The rapid increase in economic activity brought an upswing in employment during the spring of 2017 and as a consequence the unemployment rate is estimated to fall from approximately 8.8% at the end of 2016 to approximately 8.5% in 2017. The growth in the Index of wage and salary earnings is projected to remain low at around 0.2% due to the zero increase and cut in holiday pay included in the Competitiveness Pact (KiKy). Average earnings are projected to remain at the level of the previous year owing to the increase in working hours due to the Competitiveness Pact. At the same time the forecast for the current year's inflation is 1.0 per cent, calculated based on the consumer price index.
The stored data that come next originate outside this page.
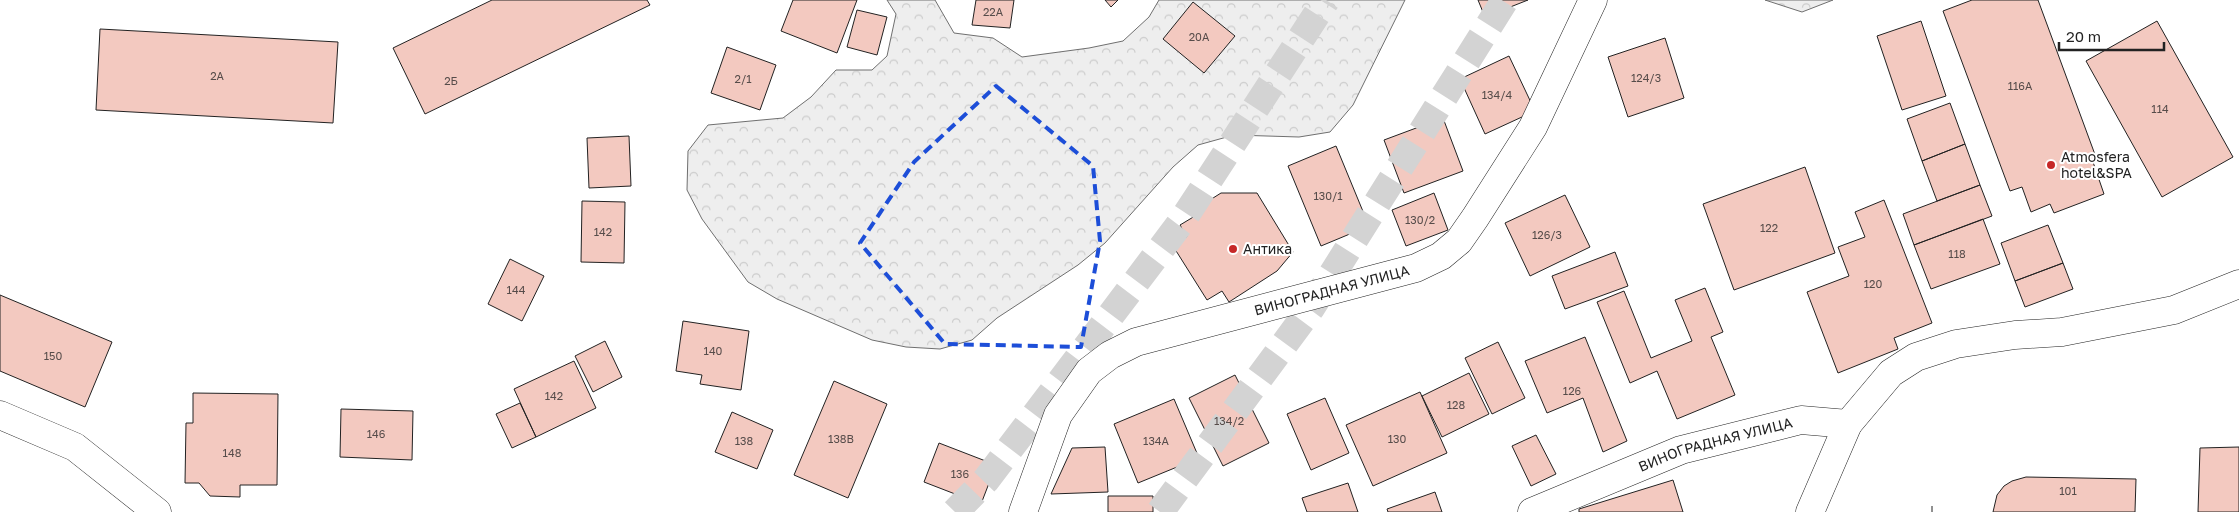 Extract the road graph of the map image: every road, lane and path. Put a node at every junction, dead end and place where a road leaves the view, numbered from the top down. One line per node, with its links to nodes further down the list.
1 (1593, 0): 7 (street, ВИНОГРАДНАЯ УЛИЦА)
2 (2239, 284): 4 (street)
3 (0, 415): 6 (street)
4 (1848, 424): 5 (street); 8 (street, ВИНОГРАДНАЯ УЛИЦА)
5 (1812, 505)
6 (157, 512)
7 (1023, 512)
8 (1532, 512) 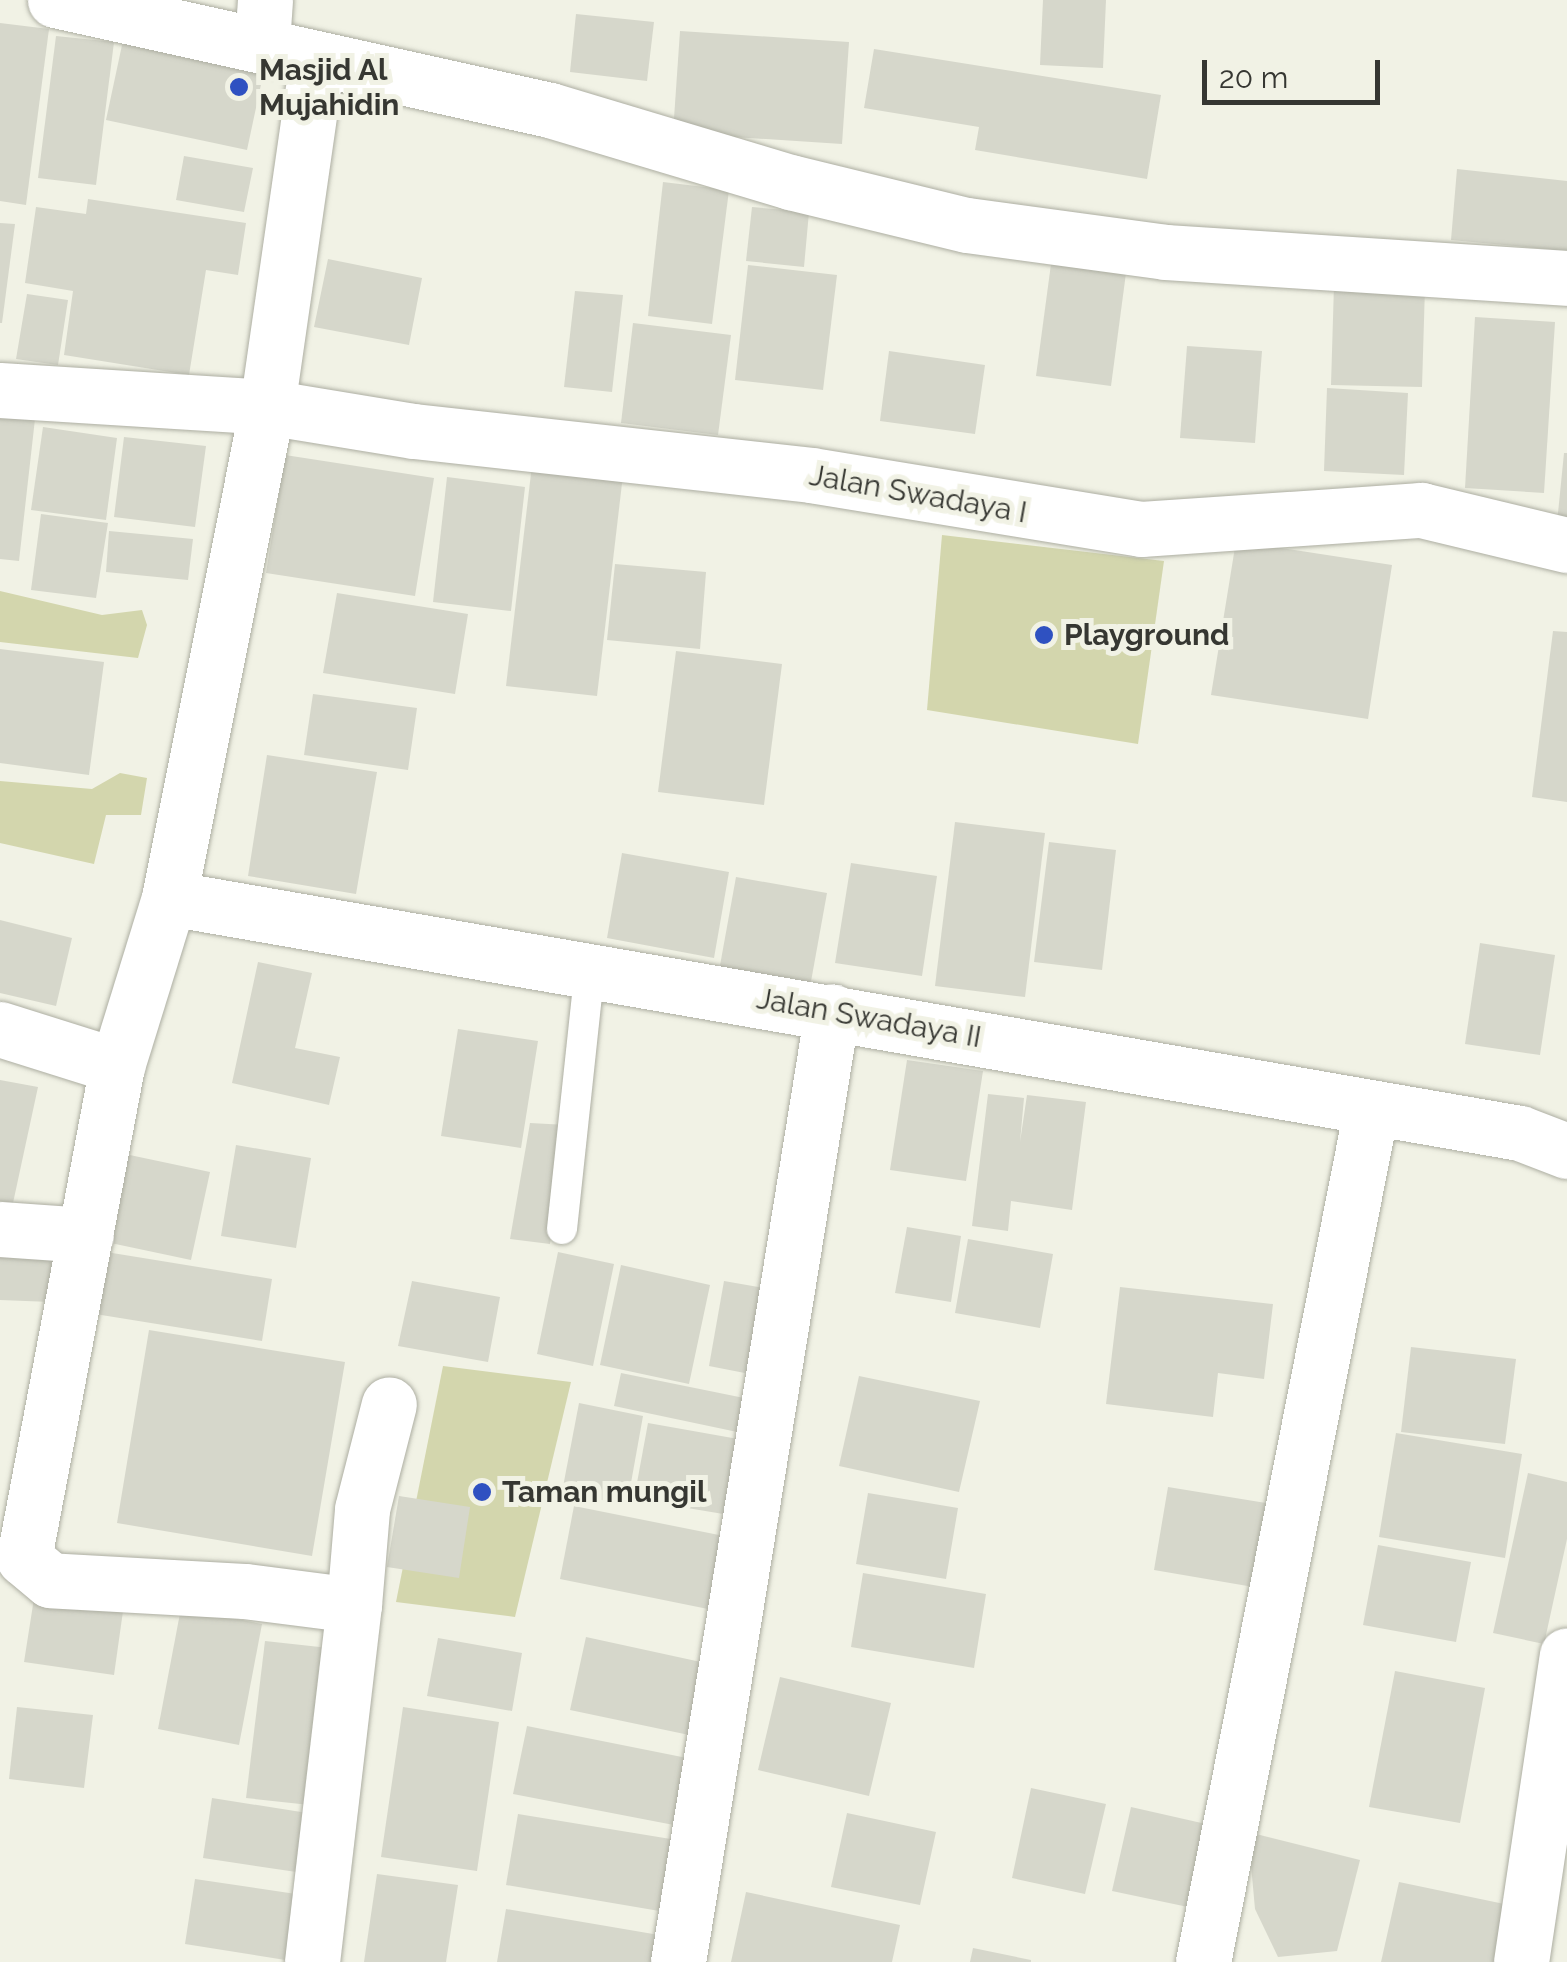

Hence, the purchasing power of consumers is not predicted to increase in 2017. The private consumption is however expected to continue increasing in 2017 year boosted by rising employment and high consumer confidence.

Tokmanni expects that the Finnish non-grocery retail market will grow slightly in 2017 and that specialty stores and online stores will continue to strengthen their positions.

ANALYST AND PRESS BRIEFING
An analyst and press briefing, which will be hosted by interim CEO Harri Sivula and CFO Markku Pirskanen, will be held on the publication day at 10.00 am EEST (9.00 CET) at the Hotel Kämp, Paavo Nurmi cabinet (2nd floor), Kluuvikatu 2, Helsinki. The conference is in Finnish and will also be webcasted. An audiocast in English will be held at 11.15 am EEST (10.15 CET).

Both the live casts can be accessed via Tokmanni's website at ir.tokmanni.fi or through the link http://www.goodmood.fi/webcaster/accounts/tokmanni/live. On-demand versions of both webcasts will be available at ir.tokmanni.fi later during the same day. 
The participants can also join a telephone conference that will be arranged in conjunction with the live webcasts. The participants are asked to dial in 5-10 minutes prior to starting time using the Participant Phone Number and Participant Passcodes below:

+358 (0)9 7479 0360 (Finnish callers)
+49 (0)69 2222 10763 (German callers)
+44 (0)330 336 9401 (UK callers)
+1 719 325 2238 (US callers)
Participant code: 946037

For further information, please contact:

Harri Sivula,
Chairman of the Board
Tel. +358 50 656 92
Harri.sivula@tokmanni.fi  

Markku Pirskanen
CFO
Tel. +358 20 728 7390
markku.pirskanen@tokmanni.fi 

Joséphine Mickwitz, Head of IR and Communications
tel. +358400784889
mail: josephine.mickwitz@tokmanni.fi

Tokmanni in brief
Tokmanni is the largest general discount retailer in Finland measured by number of stores and revenue. In 2016, Tokmanni's revenue was EUR 776 million and on average it had approximately 3,200 employees. Tokmanni is the only nationwide general discount retailer in Finland, with 162 stores across Finland as at 31 December 2016.